1. A data correspondence relationship estimation device comprising: a storage medium for storing a plurality of datasets obtained by classifying a plurality of first target data and a plurality of second target data acquired by different first and second modes for an object into predetermined units; a first processing unit that identifies, based on the plurality of datasets stored in the storage medium, combinations of the first target data and the second target data that have a co-occurrence relationship between the first mode and the second mode from among all combinations of the first target data and the second target data included in the plurality of datasets; and a second processing unit that associates the identified combinations of the first target data and the second target data with the object.

2. The data correspondence relationship estimation device according to claim 1, further comprising a third processing unit that determines which target data is included in each of the plurality of datasets and generates target data distribution information representing the determination result, wherein the first processing unit identifies combinations of first target data and second target data that are in a co-occurrence relationship between the first mode and the second mode based on the target data distribution information.

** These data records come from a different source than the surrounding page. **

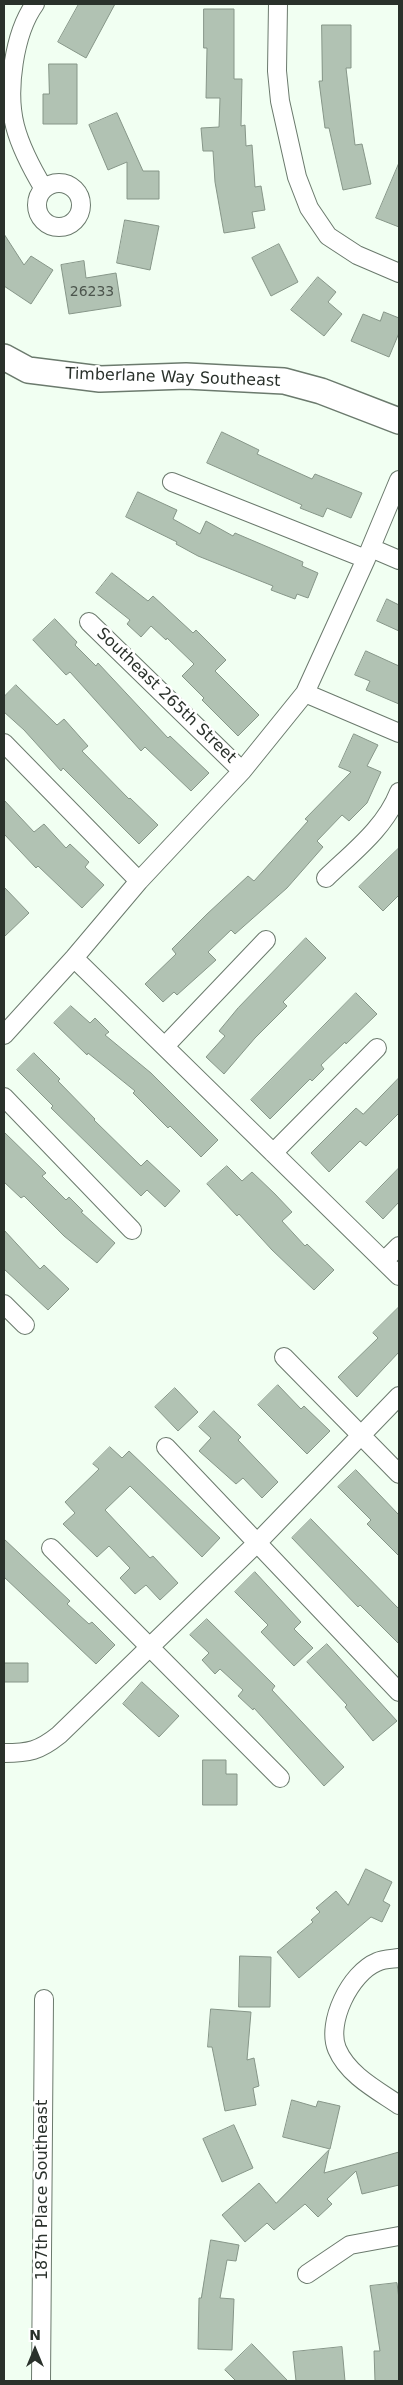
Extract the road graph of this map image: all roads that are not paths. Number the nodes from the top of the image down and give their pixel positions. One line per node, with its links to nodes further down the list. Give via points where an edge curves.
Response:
1 (35, 4): 3 (street, via 20,32)
2 (278, 4): 5 (street, via 277,71 286,132 297,177 309,208 328,236 357,256)
3 (8, 79): 4 (street, via 15,125 28,162)
4 (44, 188)
5 (399, 273)
6 (4, 356): 7 (street, Timberlane Way Southeast, via 28,370 100,379 186,376 284,381 321,391)
7 (399, 421)
8 (399, 480): 10 (street)
9 (172, 482): 10 (street)
10 (368, 554): 11 (street); 13 (street)
11 (399, 560)
12 (89, 622): 16 (street, Southeast 265th Street)
13 (305, 693): 14 (street); 16 (street)
14 (399, 733)
15 (4, 743): 19 (street)
16 (242, 770): 19 (street)
17 (399, 792): 18 (street, via 394,806 377,829)
18 (326, 878)
19 (139, 881): 21 (street)
20 (266, 940): 23 (street)
21 (74, 958): 22 (street); 23 (street)
22 (4, 1035)
23 (165, 1046): 26 (street)
24 (377, 1048): 26 (street)
25 (4, 1097): 27 (street)
26 (273, 1153): 29 (street)
27 (132, 1230)
28 (399, 1246): 29 (street)
29 (384, 1261): 30 (street)
30 (399, 1276)
31 (4, 1304): 32 (street)
32 (25, 1325)
33 (284, 1357): 35 (street)
34 (399, 1396): 35 (street)
35 (361, 1435): 37 (street); 38 (street)
36 (166, 1447): 38 (street)
37 (399, 1474)
38 (256, 1544): 40 (street); 41 (street)
39 (51, 1548): 40 (street)
40 (149, 1647): 42 (street, via 47,1745 29,1752); 43 (street)
41 (399, 1692)
42 (4, 1753)
43 (280, 1778)
44 (399, 1958): 46 (street, via 376,1962 356,1978 338,2013 333,2034 347,2064 370,2086)
45 (44, 1999): 49 (street, 187th Place Southeast)
46 (399, 2105)
47 (399, 2236): 48 (street, via 350,2245)
48 (307, 2274)
49 (41, 2381)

3. The data correspondence relationship estimation device according to claim 1, further comprising a fourth processing unit that acquires a plurality of first target data stored in the first mode and a plurality of second target data stored in the second mode for the object, and classifies the acquired plurality of first target data and plurality of second target data into a plurality of data groups according to classification conditions representing a predetermined unit to generate a plurality of datasets.

4. A program that causes a processor in the data correspondence relationship estimation device to execute at least one of the processes performed by each processing unit in the data correspondence relationship estimation device described in claim 1 or 2.